O geral dos escravos trajava suas roupas de festa; havia porém uma porção deles adornados com trajos de fantasia, uns à moda oriental e outros conforme os antigos usos europeus; mas tudo isso de uma maneira extravagante, misturando roupas de classes e até de povos diferentes. Assim não era raro ver-se um cavaleiro português de turbante, e um mouro com chapéu de três bicos.

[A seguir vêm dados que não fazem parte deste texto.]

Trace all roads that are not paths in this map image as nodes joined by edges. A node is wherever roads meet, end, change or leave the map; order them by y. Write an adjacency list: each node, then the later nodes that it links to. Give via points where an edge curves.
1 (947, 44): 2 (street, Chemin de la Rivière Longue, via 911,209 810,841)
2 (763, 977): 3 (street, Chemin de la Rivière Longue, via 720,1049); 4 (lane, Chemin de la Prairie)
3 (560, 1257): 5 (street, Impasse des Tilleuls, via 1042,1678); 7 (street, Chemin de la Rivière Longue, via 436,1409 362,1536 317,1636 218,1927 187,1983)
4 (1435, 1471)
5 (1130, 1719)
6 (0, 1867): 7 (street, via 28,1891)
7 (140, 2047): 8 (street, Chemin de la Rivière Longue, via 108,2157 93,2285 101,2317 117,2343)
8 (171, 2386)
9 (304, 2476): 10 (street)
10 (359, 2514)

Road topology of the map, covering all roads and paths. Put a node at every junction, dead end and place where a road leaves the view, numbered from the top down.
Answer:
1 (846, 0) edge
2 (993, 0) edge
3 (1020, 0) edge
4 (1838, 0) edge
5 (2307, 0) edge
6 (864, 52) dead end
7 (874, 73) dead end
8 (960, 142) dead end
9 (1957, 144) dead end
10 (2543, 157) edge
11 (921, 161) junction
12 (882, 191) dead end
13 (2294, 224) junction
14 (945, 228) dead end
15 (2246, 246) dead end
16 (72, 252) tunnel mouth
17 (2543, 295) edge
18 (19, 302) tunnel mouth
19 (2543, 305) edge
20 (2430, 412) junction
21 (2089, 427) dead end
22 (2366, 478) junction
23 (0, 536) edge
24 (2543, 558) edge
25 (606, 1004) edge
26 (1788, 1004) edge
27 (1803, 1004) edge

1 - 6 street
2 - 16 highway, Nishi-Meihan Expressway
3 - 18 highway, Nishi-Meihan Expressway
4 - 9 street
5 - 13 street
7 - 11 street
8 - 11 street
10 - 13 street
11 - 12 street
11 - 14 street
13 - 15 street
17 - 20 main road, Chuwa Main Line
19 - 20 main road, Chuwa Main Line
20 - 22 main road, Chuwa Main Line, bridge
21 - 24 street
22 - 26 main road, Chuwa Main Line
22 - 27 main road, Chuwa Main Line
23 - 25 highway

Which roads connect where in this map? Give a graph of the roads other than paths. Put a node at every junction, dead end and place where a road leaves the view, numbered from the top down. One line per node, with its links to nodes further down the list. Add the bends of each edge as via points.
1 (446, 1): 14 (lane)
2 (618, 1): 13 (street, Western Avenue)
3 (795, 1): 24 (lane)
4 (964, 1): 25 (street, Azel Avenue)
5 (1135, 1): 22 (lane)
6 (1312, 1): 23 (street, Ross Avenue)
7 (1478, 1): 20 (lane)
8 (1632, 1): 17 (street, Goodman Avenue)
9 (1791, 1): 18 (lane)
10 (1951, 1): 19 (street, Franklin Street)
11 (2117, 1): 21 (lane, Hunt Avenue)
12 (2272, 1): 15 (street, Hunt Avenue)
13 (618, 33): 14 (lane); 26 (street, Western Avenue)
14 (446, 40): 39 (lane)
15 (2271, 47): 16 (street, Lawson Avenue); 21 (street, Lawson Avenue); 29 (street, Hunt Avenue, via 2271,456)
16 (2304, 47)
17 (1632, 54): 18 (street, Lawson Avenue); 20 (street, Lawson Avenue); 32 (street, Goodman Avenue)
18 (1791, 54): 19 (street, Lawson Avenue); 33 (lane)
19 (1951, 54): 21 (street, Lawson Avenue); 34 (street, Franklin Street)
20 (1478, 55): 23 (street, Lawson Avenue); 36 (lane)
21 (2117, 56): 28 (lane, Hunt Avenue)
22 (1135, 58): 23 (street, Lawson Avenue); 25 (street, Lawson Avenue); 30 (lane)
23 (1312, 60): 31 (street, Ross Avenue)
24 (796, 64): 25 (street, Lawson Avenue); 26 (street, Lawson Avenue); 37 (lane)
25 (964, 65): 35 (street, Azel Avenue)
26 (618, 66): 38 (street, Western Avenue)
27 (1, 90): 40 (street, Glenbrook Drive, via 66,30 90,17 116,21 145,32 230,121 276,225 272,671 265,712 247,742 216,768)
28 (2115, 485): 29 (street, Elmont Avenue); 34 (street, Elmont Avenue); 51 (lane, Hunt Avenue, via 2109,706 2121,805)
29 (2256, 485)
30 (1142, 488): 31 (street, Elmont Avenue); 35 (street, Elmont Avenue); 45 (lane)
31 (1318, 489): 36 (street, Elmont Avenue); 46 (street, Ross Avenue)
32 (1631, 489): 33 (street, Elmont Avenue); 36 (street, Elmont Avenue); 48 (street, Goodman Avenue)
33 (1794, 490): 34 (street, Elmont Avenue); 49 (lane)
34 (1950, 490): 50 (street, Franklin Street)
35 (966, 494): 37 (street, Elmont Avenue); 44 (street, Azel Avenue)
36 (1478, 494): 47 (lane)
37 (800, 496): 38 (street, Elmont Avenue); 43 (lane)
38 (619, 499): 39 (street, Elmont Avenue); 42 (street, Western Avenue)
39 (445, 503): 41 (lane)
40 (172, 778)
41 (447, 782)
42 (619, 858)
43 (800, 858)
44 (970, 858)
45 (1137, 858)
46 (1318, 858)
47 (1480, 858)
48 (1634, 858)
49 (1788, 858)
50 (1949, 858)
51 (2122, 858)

Depois da algazarra formidável com que foi saudada a chegada do senhor, começou o samba, mas sem o entusiasmo e frenesi que distingue essa dança africana, e lhe dá uma semelhança do mal de São Guido; tal é a velocidade do remexido, e redobre das contrações e trejeitos, que executam os pretos ao som do jongo.
A presença dos brancos impunha certo recato, do qual se pretendiam desforrar apenas se retirasse o senhor, e se desarrolhasse o garrafão escondido debaixo do balcão de ramos.
O conselheiro, que não perdia ocasião de angariar as simpatias dos fazendeiros de quem dependia a sua reeleição, fez um discurso a respeito do tráfico.
— Eu queria, disse ele concluindo, que os filantropos ingleses assistissem a este espetáculo, para terem o desmentido formal de suas declamações, e verem que o proletário de Londres não tem os cômodos e gozos do nosso escravo.
— É exato, disse Mário. A miséria das classes pobres na Europa é tal, que em comparação com elas o escravo do Brasil deve considerar-se abastado. Mas isso não justifica o tráfico, o repulsivo mercado da carne humana.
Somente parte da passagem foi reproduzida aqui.